How do you write $y+3=-\dfrac{1}{3}\left( 2x+6 \right)$ in slope-intercept form?

Answer 1

Hint: Change of form of the given equation will give the slope, y intercept, and x-intercept of the line $y+3=-\dfrac{1}{3}\left( 2x+6 \right)$. We change it to the form of $y=mx+k$ to find the slope m.
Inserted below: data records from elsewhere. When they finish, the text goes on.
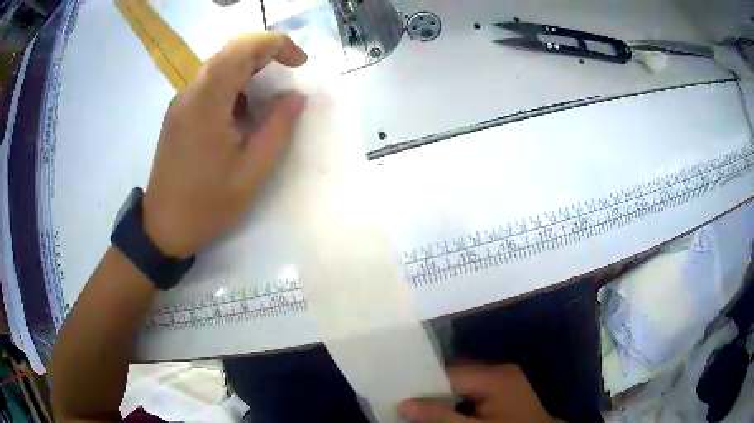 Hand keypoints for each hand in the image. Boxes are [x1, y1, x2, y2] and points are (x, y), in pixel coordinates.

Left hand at [142, 32, 306, 258]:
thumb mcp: (252, 171)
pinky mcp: (178, 113)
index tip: (300, 63)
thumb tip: (296, 97)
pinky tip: (241, 111)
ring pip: (219, 65)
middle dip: (266, 53)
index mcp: (208, 101)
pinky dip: (232, 84)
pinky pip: (209, 83)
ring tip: (267, 95)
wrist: (164, 227)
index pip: (243, 48)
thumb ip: (278, 128)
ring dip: (249, 68)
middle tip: (289, 73)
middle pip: (231, 50)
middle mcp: (191, 92)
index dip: (277, 44)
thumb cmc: (208, 203)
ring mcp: (181, 102)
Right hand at [399, 364, 565, 422]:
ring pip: (462, 384)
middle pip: (455, 376)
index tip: (398, 393)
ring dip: (442, 396)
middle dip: (431, 390)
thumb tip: (404, 403)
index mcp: (495, 376)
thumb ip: (439, 416)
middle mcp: (499, 371)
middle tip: (405, 401)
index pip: (449, 373)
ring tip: (418, 406)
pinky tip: (443, 410)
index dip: (422, 384)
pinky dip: (456, 400)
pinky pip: (471, 391)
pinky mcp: (503, 391)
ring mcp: (503, 380) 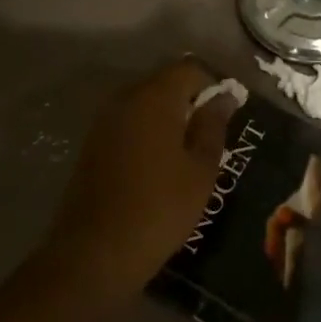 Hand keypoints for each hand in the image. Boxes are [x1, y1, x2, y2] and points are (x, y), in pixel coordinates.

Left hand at [46, 58, 239, 293]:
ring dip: (168, 118)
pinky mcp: (92, 142)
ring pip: (146, 103)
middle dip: (190, 101)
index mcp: (155, 97)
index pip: (189, 68)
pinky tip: (159, 165)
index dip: (213, 84)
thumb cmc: (159, 208)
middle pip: (165, 82)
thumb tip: (224, 96)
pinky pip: (129, 123)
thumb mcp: (200, 169)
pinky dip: (147, 133)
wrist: (94, 252)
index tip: (228, 113)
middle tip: (211, 136)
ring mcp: (104, 120)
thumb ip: (213, 125)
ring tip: (187, 153)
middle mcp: (125, 98) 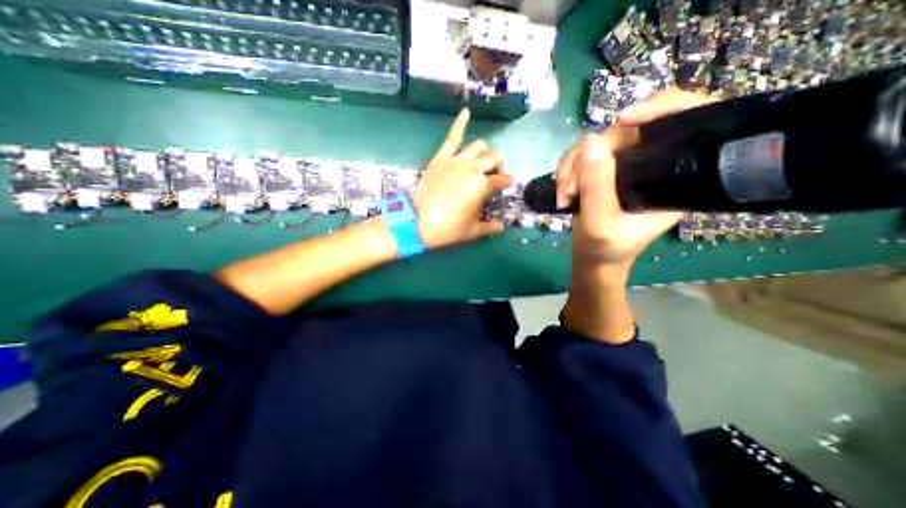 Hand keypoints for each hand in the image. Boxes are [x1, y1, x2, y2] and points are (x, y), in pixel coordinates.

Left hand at [413, 107, 513, 248]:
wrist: (418, 222)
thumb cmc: (448, 228)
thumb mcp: (473, 231)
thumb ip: (490, 227)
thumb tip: (501, 226)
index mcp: (482, 186)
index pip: (501, 179)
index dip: (506, 182)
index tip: (507, 184)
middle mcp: (473, 168)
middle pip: (494, 158)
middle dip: (499, 165)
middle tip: (494, 176)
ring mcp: (456, 160)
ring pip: (478, 145)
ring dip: (485, 152)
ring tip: (482, 161)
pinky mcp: (440, 158)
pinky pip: (452, 137)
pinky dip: (460, 123)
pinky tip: (466, 111)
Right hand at [553, 89, 714, 266]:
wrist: (593, 256)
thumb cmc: (606, 248)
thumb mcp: (600, 225)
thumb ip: (596, 187)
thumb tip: (590, 141)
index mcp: (674, 176)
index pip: (688, 119)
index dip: (663, 106)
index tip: (623, 120)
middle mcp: (653, 162)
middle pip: (627, 130)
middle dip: (591, 155)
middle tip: (570, 187)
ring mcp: (625, 164)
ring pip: (597, 142)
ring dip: (571, 166)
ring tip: (564, 195)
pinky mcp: (604, 168)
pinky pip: (581, 154)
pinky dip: (566, 170)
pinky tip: (562, 191) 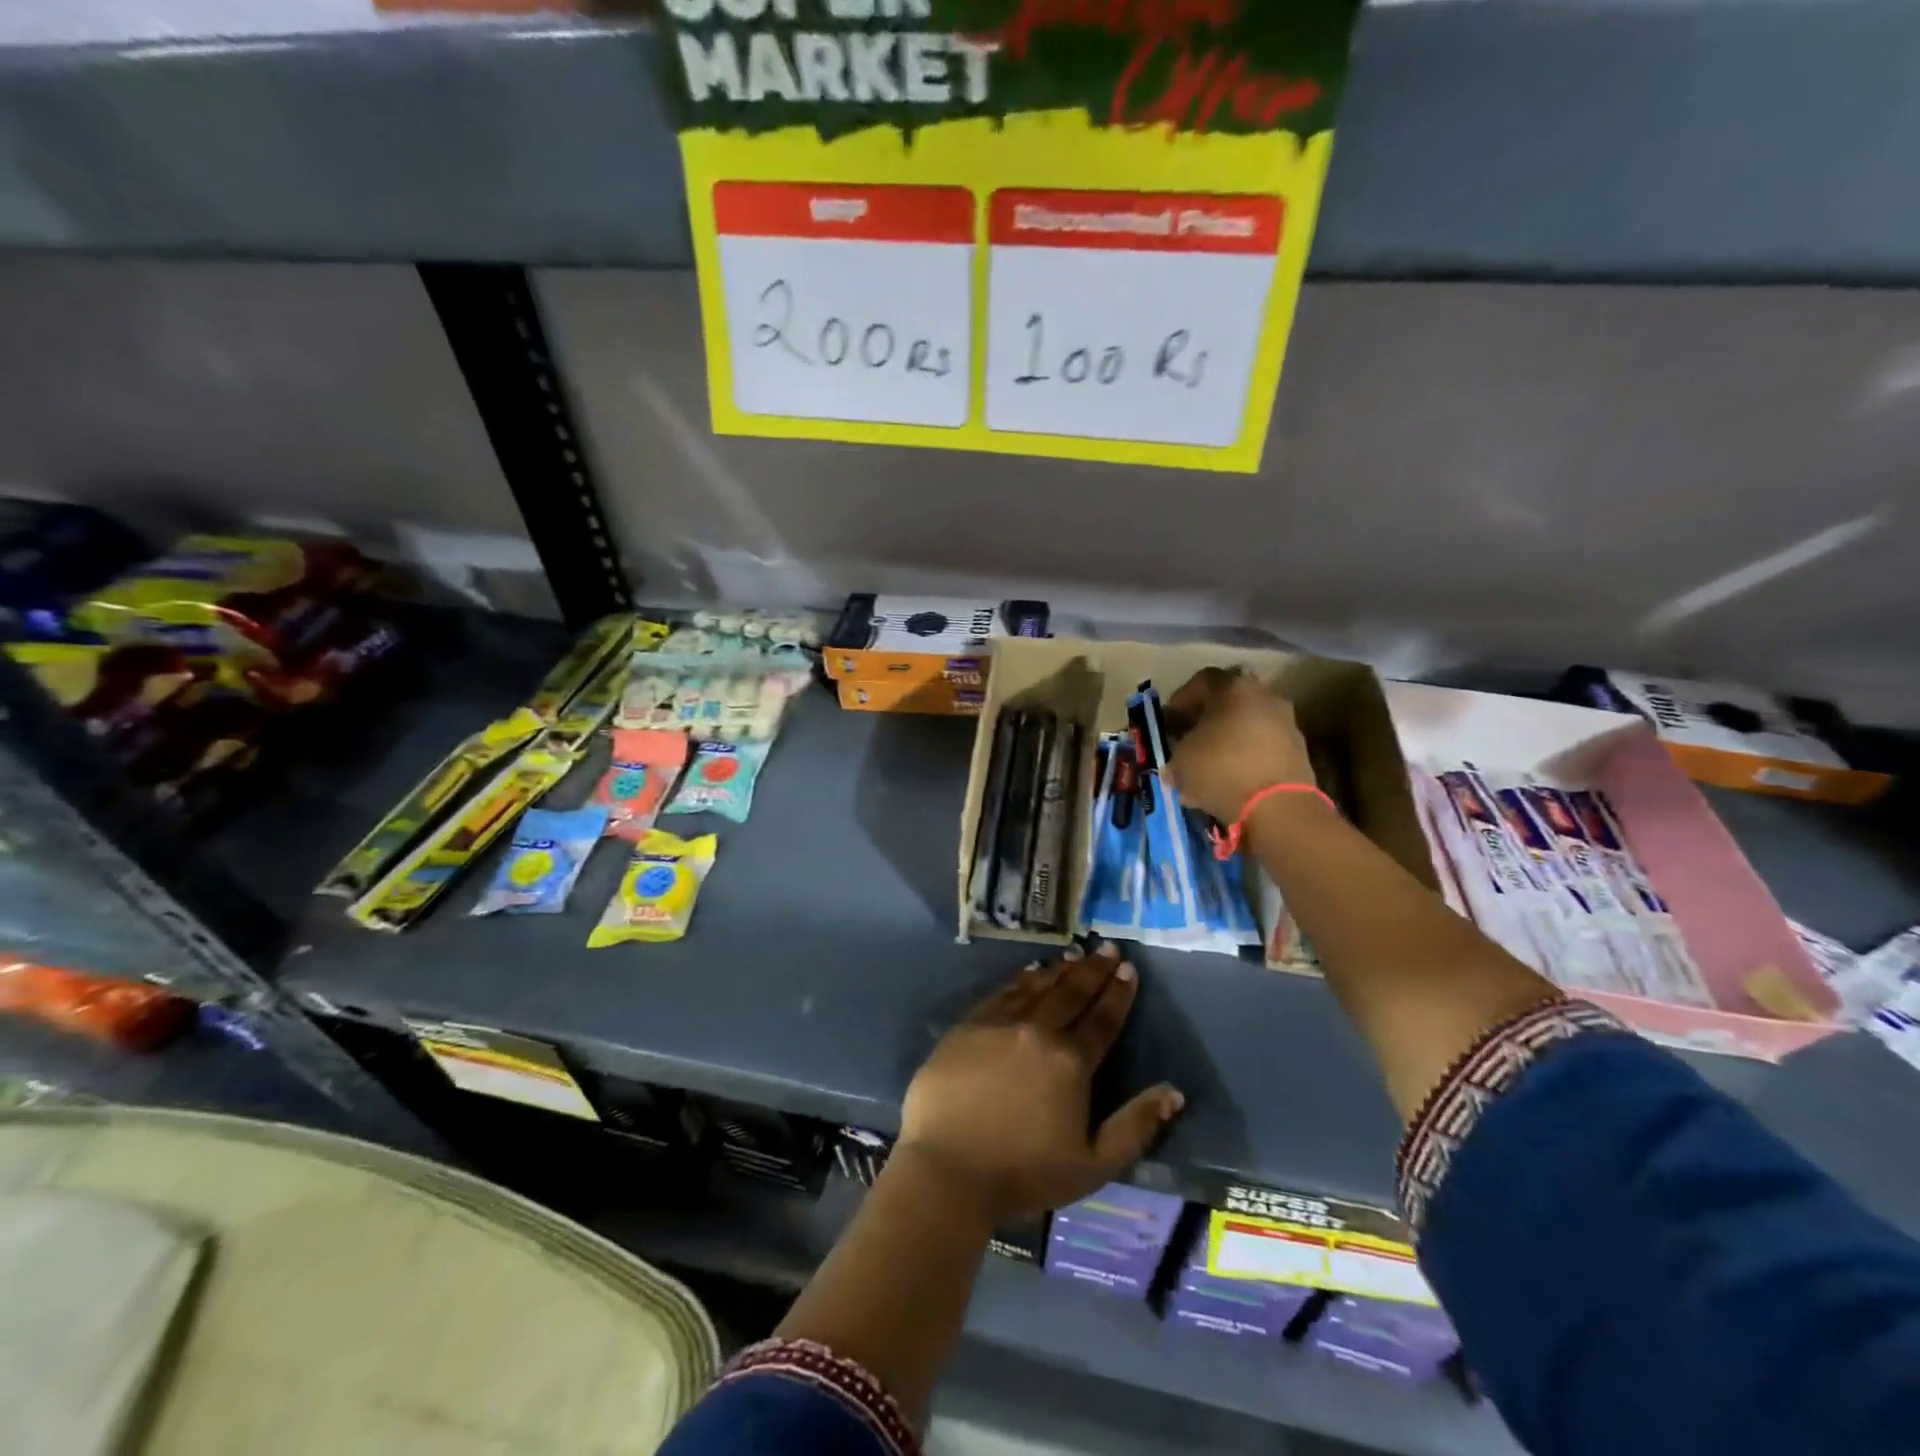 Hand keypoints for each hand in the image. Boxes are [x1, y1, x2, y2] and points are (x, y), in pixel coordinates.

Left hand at [896, 945, 1183, 1225]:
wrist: (948, 1168)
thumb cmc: (1024, 1173)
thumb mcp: (1093, 1164)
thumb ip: (1136, 1126)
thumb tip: (1174, 1092)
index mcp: (1071, 1062)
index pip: (1102, 1019)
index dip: (1118, 993)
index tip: (1128, 968)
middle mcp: (1038, 1031)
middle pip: (1071, 993)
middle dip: (1093, 969)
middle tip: (1107, 947)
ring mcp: (1000, 1023)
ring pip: (1037, 987)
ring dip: (1059, 970)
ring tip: (1075, 955)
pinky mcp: (969, 1025)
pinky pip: (1002, 992)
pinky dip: (1021, 979)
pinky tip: (1029, 972)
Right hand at [1163, 667, 1314, 824]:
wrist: (1280, 807)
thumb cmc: (1222, 770)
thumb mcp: (1181, 760)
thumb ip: (1176, 751)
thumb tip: (1177, 761)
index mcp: (1233, 688)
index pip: (1202, 680)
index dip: (1181, 699)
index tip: (1169, 720)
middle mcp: (1265, 696)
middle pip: (1229, 701)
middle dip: (1206, 719)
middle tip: (1188, 739)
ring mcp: (1286, 722)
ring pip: (1247, 724)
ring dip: (1227, 739)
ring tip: (1208, 765)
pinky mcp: (1299, 750)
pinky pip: (1263, 746)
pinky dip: (1246, 757)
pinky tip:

Then, we get into the form of $\dfrac{x}{p}+\dfrac{y}{q}=1$ to find the x intercept, and y intercept of the line as p and q respectively. then we place the line on the graph based on that

Complete step by step solution:
We are taking the general equation of line to understand the slope and the intercept form of the line $y+3=-\dfrac{1}{3}\left( 2x+6 \right)$.
The simplified form will be
$\begin{align}
  & y+3=-\dfrac{1}{3}\left( 2x+6 \right) \\
 & \Rightarrow 3y+9=-2x-6 \\
 & \Rightarrow 2x+3y=-15 \\
\end{align}$
The equation $2x+3y=-15$ is of the form $ax+by=c$. Here a, b, c are the constants.
We convert the form to $y=mx+k$. m is the slope of the line.
So, converting the equation we get
$\begin{align}
  & 2x+3y=-15 \\
 & \Rightarrow y=\dfrac{-2}{3}x-5 \\
\end{align}$
This gives that the slope of the line $y+3=-\dfrac{1}{3}\left( 2x+6 \right)$ is $\dfrac{-2}{3}$.
Now we have to find the y intercept, and x-intercept of the same line $2x+3y=-15$.
For this we convert the given equation into the form of $\dfrac{x}{p}+\dfrac{y}{q}=1$. From the form we get that the x intercept, and y intercept of the line will be p and q respectively.
The given equation is $2x+3y=-15$. Converting into the form of $\dfrac{x}{p}+\dfrac{y}{q}=1$, we get
$\begin{align}
  & 2x+3y=-15 \\
 & \Rightarrow \dfrac{2x}{-15}+\dfrac{3y}{-15}=1 \\
 & \Rightarrow \dfrac{x}{{}^{-15}/{}_{2}}+\dfrac{y}{-5}=1 \\
\end{align}$
Therefore, the x intercept, and y intercept of the line $2x+3y=-15$ is $-\dfrac{15}{2}$ and 5 respectively.
The intersecting points for the line $2x+3y=-15$ with the axes will be $\left( -\dfrac{15}{2},0 \right)$ and $\left( 0,-5 \right)$.

Note: A line parallel to the X-axis does not intersect the X-axis at any finite distance and hence we cannot get any finite x-intercept of such a line. Same goes for lines parallel to the Y-axis. In case of slope of a line the range of the slope is 0 to $\infty $.